> **WHAT IS BEING ASKED**: Print only the lines from the top of the data through the line with "ring pip: (246, 117)", both included, skipping every picture.

Segment Start: MATERIAL FOR THE TASK

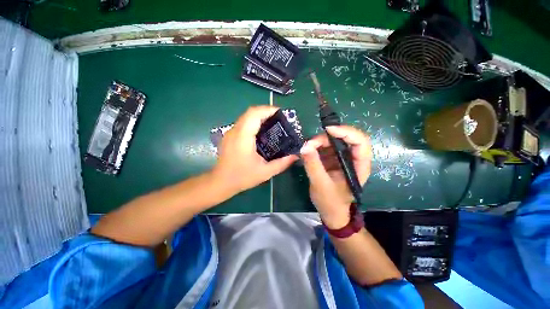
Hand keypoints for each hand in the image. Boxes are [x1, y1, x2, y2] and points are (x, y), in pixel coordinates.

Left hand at [212, 106, 297, 195]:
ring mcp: (230, 132)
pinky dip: (254, 122)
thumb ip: (282, 163)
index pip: (254, 114)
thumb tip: (295, 155)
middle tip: (280, 118)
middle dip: (266, 112)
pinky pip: (243, 123)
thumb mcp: (265, 172)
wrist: (221, 182)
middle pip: (250, 112)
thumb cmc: (242, 177)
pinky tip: (262, 132)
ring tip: (273, 123)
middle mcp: (235, 131)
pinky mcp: (230, 136)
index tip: (281, 113)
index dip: (268, 109)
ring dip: (260, 116)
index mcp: (243, 137)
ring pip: (246, 117)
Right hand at [300, 126, 371, 228]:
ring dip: (319, 142)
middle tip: (310, 143)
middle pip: (344, 138)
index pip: (360, 142)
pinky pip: (325, 147)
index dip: (346, 132)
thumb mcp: (320, 185)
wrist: (330, 212)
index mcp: (359, 166)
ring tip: (307, 148)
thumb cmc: (331, 202)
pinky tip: (307, 151)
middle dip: (327, 138)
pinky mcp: (332, 159)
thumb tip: (304, 146)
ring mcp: (342, 158)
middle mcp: (352, 159)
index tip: (328, 130)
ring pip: (333, 141)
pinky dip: (315, 146)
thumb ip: (313, 165)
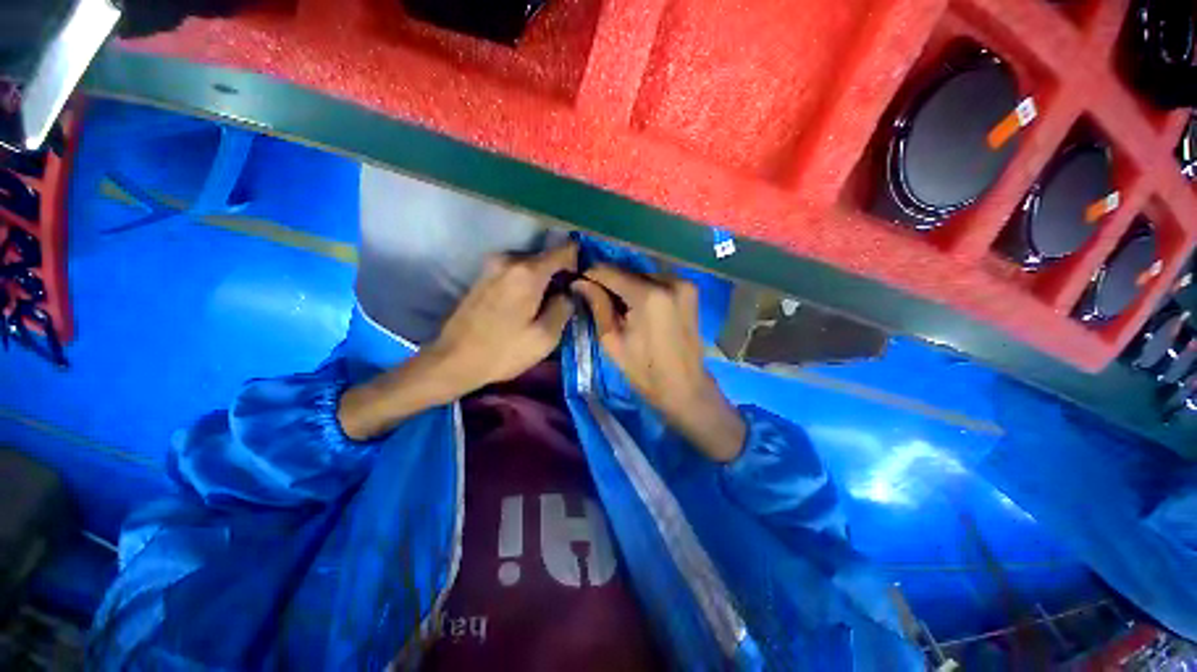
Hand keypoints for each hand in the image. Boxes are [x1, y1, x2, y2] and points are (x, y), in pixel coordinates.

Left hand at [339, 243, 576, 440]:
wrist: (453, 360)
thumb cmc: (503, 351)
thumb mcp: (545, 337)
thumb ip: (564, 307)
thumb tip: (569, 292)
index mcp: (527, 271)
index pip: (565, 250)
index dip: (579, 262)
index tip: (584, 282)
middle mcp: (509, 259)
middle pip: (547, 257)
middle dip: (561, 275)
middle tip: (566, 301)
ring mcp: (493, 265)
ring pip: (532, 265)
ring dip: (544, 280)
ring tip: (547, 306)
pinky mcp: (484, 275)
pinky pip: (516, 271)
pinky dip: (528, 283)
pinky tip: (527, 306)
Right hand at [573, 265, 745, 462]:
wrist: (685, 387)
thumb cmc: (645, 371)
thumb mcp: (612, 340)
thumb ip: (598, 306)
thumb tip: (579, 283)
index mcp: (649, 296)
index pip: (611, 273)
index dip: (591, 275)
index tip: (577, 282)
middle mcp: (670, 281)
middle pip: (629, 272)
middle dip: (609, 281)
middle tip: (594, 295)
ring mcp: (684, 284)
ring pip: (643, 275)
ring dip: (627, 285)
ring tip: (616, 303)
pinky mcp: (691, 290)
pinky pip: (658, 281)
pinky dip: (644, 289)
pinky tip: (636, 305)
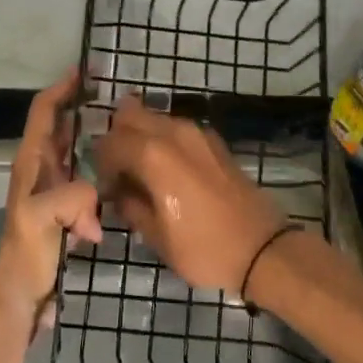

Segment End: MATERIAL FOR THE TASK

> **RESULT**:
Hand keypoints for each hand in the image. Boxes are [x1, y1, x2, y2] and points are (x, y), in pixel coordinates.

Left hand at [212, 106, 297, 195]:
ring mcp: (230, 132)
pinky dip: (254, 122)
thumb ip: (282, 163)
index pip: (254, 114)
thumb tip: (295, 155)
middle tip: (280, 118)
middle dip: (266, 112)
pinky pip: (243, 123)
thumb mcp: (265, 172)
wrist: (221, 182)
middle pip: (250, 112)
thumb cmc: (242, 177)
pinky tip: (262, 132)
ring tip: (273, 123)
middle mcp: (235, 131)
pinky mcp: (230, 136)
index tip: (281, 113)
index dip: (268, 109)
ring dip: (260, 116)
index mcp: (243, 137)
ring pip: (246, 117)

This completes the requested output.